◆ Task description: Within the listing below, show every line that contains the word "service".

▬▬▬▬▬▬

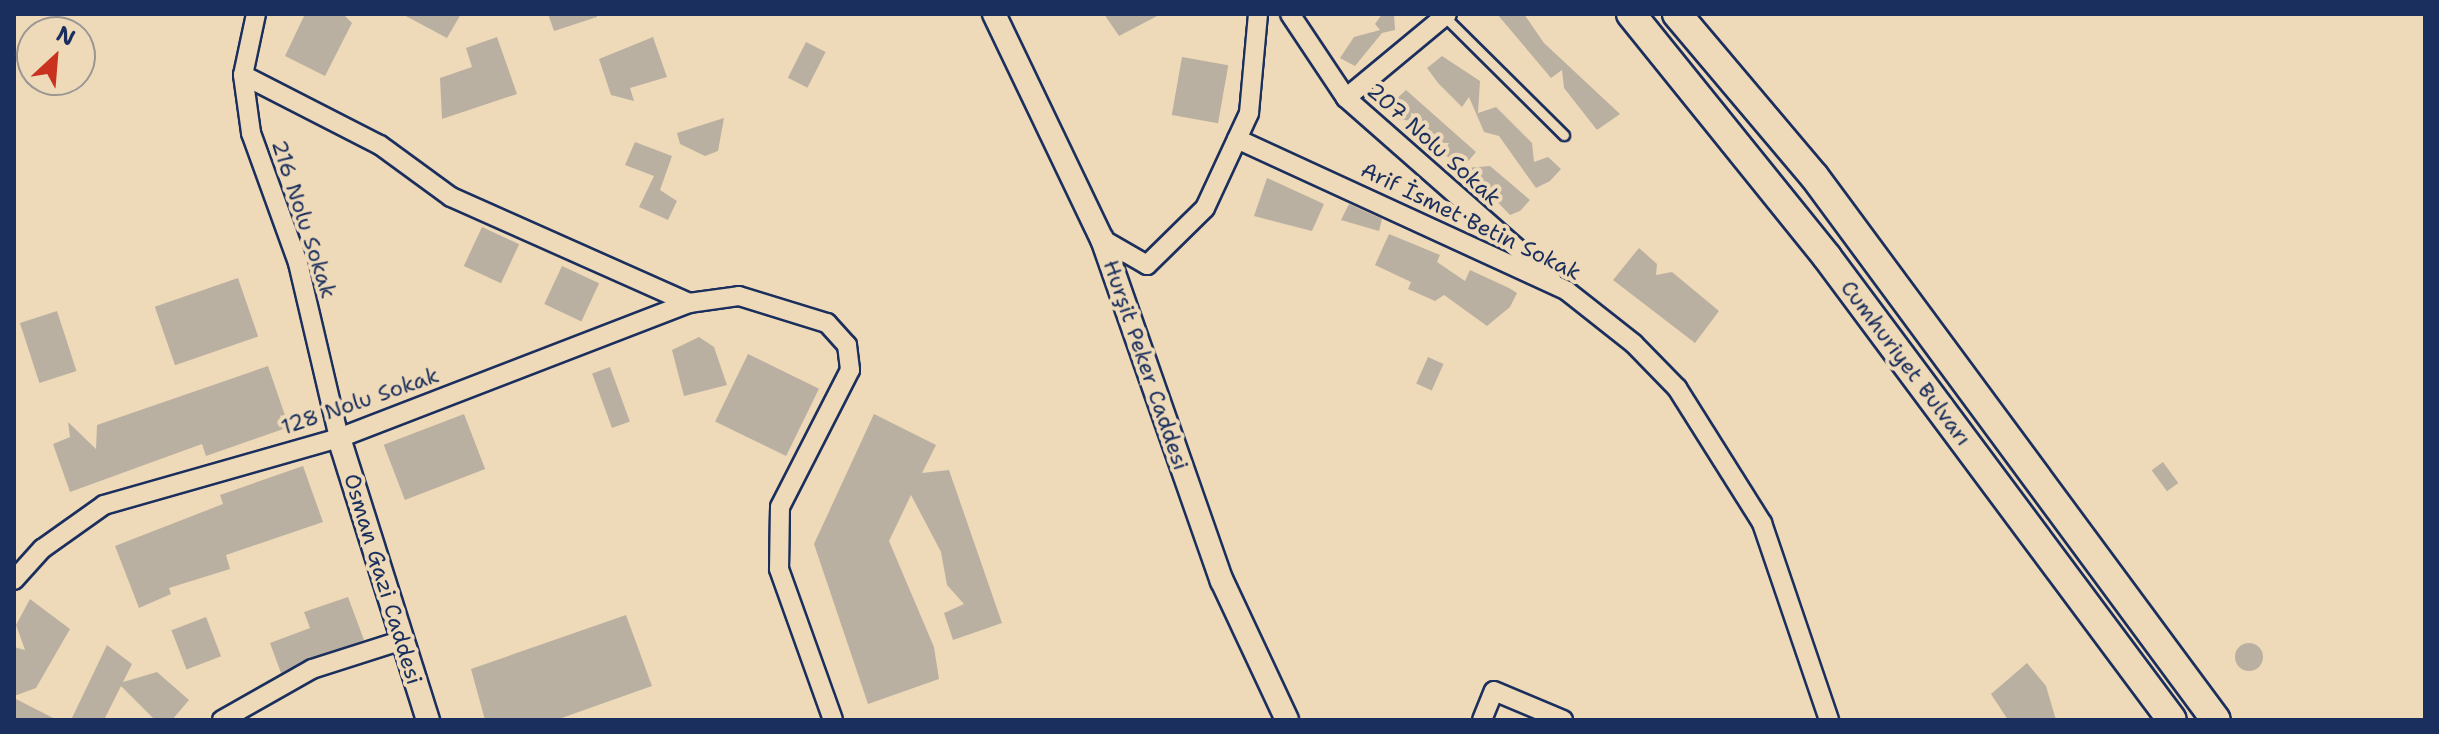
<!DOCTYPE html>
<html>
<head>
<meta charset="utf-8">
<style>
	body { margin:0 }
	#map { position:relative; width:2439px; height:734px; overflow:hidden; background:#eedab8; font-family:"Shantell Sans",sans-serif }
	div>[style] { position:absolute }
	.building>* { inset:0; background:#bab0a2; transform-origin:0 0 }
	.round { border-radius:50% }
	.roads { filter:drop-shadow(2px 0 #1b2f5e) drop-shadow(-2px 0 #1b2f5e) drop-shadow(0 2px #1b2f5e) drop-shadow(0 -2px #1b2f5e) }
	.service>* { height:9px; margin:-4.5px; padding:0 4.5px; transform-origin:4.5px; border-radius:4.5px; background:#eedab8 }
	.minor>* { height:18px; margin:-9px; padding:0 9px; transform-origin:9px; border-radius:9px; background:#eedab8 }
	.tertiary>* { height:22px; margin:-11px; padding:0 11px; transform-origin:11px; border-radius:11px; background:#eedab8 }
	.primary>* { height:28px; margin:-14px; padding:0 14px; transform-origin:14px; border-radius:14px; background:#eedab8 }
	span { translate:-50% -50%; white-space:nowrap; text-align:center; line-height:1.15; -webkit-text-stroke:8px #eedab8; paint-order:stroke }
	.street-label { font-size:22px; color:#1b2f5e }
	.frame { position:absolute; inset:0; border:16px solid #1b2f5e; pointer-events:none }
	.north { position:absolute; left:16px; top:16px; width:80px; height:80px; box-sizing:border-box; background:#eedab8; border:2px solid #9a9694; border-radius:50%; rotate:26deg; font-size:22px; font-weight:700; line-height:32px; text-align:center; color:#1b2f5e }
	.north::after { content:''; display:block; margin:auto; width:28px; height:36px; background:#c8321e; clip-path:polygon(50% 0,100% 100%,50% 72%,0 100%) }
</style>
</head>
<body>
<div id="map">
	<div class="building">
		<div style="clip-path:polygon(305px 14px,343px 14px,352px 23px,325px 76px,285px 56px)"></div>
		<div style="clip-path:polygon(402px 14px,461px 14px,447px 38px)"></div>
		<div style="clip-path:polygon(548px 14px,597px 14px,597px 17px,554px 31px)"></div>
		<div style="clip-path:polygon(1104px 14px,1161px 14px,1119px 36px)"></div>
		<div style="clip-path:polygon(1382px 14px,1394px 14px,1395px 30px,1382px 33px,1355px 66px,1340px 58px,1354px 37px,1380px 30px,1375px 24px)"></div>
		<div style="clip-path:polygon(1497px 14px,1524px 14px,1544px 43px,1620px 114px,1597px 130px,1564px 88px,1562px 70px,1551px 78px)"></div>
		<div style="clip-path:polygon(497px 37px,517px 94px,442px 119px,440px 78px,472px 67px,466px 48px)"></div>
		<div style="clip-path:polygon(653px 37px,667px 77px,630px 88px,634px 101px,611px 95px,599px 59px)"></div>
		<div style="left:806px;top:42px;width:22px;height:40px;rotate:27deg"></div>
		<div style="clip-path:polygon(1442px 56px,1480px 81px,1478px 113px,1496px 107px,1532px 143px,1534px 162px,1548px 157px,1561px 169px,1550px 181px,1536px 188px,1499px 136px,1484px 132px,1469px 97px,1462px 107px,1438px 83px,1427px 68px)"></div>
		<div style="left:1182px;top:57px;width:47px;height:59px;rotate:10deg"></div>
		<div style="clip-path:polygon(1406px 90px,1476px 152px,1464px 166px,1443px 154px,1449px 143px,1428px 143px,1412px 121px,1397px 119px,1389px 106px)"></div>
		<div style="clip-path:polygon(724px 118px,718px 151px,705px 156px,680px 144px,677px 133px)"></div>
		<div style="clip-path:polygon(635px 142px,672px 156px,660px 190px,677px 201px,668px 220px,639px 207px,654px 176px,625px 165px)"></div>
		<div style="clip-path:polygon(1490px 166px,1530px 200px,1520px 211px,1510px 215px,1465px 168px)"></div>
		<div style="clip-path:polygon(1267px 178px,1324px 204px,1312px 231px,1254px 216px)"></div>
		<div style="clip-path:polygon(1349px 204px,1382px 219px,1379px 231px,1341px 220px)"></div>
		<div style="left:482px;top:227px;width:41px;height:43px;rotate:25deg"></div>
		<div style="clip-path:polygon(1389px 234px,1440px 255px,1437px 262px,1465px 281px,1470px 270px,1509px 288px,1517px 293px,1510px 307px,1487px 326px,1444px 295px,1435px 301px,1408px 289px,1411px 282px,1375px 265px)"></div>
		<div style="clip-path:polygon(1639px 248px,1657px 264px,1656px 275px,1672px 272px,1719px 311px,1695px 343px,1613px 280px)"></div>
		<div style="left:562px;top:266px;width:41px;height:42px;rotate:25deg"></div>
		<div style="left:238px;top:278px;width:62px;height:88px;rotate:71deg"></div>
		<div style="left:57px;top:311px;width:63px;height:39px;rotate:72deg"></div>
		<div style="clip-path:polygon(699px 337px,714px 347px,727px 385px,684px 396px,672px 350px)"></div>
		<div style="left:748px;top:354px;width:79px;height:75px;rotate:26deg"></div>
		<div style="left:1428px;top:357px;width:17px;height:29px;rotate:24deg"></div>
		<div style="clip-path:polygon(268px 366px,289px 427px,206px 456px,202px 444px,70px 492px,53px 444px,70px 437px,68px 422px,96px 449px,97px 425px)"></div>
		<div style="left:610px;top:367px;width:58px;height:19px;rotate:70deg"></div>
		<div style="left:464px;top:414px;width:59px;height:86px;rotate:69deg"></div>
		<div style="clip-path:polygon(874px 414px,936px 445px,922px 473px,949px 470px,1002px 623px,953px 640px,944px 613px,964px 604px,947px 585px,941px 552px,911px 495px,889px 541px,934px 647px,939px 679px,868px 704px,814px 544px)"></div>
		<div style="left:2163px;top:462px;width:26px;height:14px;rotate:54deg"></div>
		<div style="clip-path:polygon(303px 466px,323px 522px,226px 555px,230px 569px,169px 588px,171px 594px,139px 608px,115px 546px,223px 504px,220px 495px)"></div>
		<div style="clip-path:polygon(348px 597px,364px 640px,281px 673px,270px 643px,310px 628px,304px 612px)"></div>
		<div style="clip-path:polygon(30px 599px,70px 629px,36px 688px,14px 696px,14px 647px,25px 650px,16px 625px)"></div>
		<div style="clip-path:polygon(626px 615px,652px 686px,556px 720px,485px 720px,471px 669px)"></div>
		<div style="left:206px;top:617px;width:42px;height:37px;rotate:69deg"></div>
		<div class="round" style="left:2235px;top:643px;width:28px;height:28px"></div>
		<div style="clip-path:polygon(107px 645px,132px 664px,123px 682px,157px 672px,189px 700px,172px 720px,155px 720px,121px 686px,104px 720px,71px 720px)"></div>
		<div style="clip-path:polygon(2027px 663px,2046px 686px,2056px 720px,2008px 720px,1991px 694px)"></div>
		<div style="clip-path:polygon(14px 698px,57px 720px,14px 720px)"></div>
	</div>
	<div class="roads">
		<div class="service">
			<div style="left:1444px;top:16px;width:169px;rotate:44.8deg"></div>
		</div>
		<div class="minor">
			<div style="left:256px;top:14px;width:62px;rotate:102deg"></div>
			<div style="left:243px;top:75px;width:59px;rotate:82.1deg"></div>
			<div style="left:251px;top:133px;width:138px;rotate:70.1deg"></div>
			<div style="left:298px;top:263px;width:180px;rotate:76.8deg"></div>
			<div style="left:1290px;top:14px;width:101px;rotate:56.3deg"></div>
			<div style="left:1346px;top:98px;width:273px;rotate:41.3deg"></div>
			<div style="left:243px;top:75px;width:154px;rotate:27.1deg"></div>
			<div style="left:380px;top:145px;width:88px;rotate:36.2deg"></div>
			<div style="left:451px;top:197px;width:261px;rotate:24deg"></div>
			<div style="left:1346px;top:98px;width:131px;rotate:-39.7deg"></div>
			<div style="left:1237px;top:139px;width:363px;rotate:24.7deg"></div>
			<div style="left:1567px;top:291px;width:85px;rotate:38.3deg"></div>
			<div style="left:1634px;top:344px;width:62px;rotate:45.7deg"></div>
			<div style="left:1677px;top:388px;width:160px;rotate:57.8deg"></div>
			<div style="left:1762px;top:523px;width:208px;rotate:71.2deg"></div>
			<div style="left:1102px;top:239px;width:52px;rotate:30deg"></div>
			<div style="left:1147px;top:265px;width:81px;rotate:-44.5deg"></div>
			<div style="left:1205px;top:208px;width:105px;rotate:-65.1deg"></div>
			<div style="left:1249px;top:113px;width:99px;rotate:-84.8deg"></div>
			<div style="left:14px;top:580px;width:42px;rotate:-47.9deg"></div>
			<div style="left:42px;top:549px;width:76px;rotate:-35.4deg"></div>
			<div style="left:104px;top:505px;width:244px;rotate:-15.9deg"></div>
			<div style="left:339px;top:438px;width:375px;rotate:-21.1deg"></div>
			<div style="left:689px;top:303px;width:50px;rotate:-8deg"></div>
			<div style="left:739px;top:296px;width:92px;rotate:17.1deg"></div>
			<div style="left:827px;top:323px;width:30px;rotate:48deg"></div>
			<div style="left:847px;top:345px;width:25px;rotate:83deg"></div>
			<div style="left:850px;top:370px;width:154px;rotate:117.1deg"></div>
			<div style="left:780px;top:507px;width:62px;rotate:90.9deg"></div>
			<div style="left:779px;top:569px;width:160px;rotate:70.3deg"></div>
			<div style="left:222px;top:720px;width:103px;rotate:-29.5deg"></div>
			<div style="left:312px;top:669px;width:92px;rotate:-17.7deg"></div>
			<div style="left:1482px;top:720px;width:31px;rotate:-68deg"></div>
			<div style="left:1494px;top:691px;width:75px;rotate:22.8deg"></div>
		</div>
		<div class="tertiary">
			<div style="left:994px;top:14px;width:250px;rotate:64.4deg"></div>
			<div style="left:1102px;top:239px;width:362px;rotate:70.7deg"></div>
			<div style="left:1222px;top:581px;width:153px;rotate:64.9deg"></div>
			<div style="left:339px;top:438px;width:296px;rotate:72.5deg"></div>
		</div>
		<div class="primary">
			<div style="left:1631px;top:14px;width:312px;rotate:51.1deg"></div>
			<div style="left:1827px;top:257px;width:577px;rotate:53.31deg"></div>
			<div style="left:1677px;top:14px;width:212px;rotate:49.8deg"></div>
			<div style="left:1814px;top:176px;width:676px;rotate:53.54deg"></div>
		</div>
	</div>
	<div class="street-label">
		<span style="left:1434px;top:144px;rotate:42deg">207 Nolu Sokak</span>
		<span style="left:304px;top:219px;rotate:72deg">216 Nolu Sokak</span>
		<span style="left:1471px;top:221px;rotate:26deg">Arif İsmet Betin Sokak</span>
		<span style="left:1906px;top:363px;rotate:53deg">Cumhuriyet Bulvarı</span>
		<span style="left:1146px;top:365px;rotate:71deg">Hurşit Peker Caddesi</span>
		<span style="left:360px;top:401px;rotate:-19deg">128 Nolu Sokak</span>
		<span style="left:383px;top:579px;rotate:73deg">Osman Gazi Caddesi</span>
	</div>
	<div class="frame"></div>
	<div class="north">N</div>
</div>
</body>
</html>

▬▬▬▬▬▬

◆ Response box:
	.service>* { height:9px; margin:-4.5px; padding:0 4.5px; transform-origin:4.5px; border-radius:4.5px; background:#eedab8 }
		<div class="service">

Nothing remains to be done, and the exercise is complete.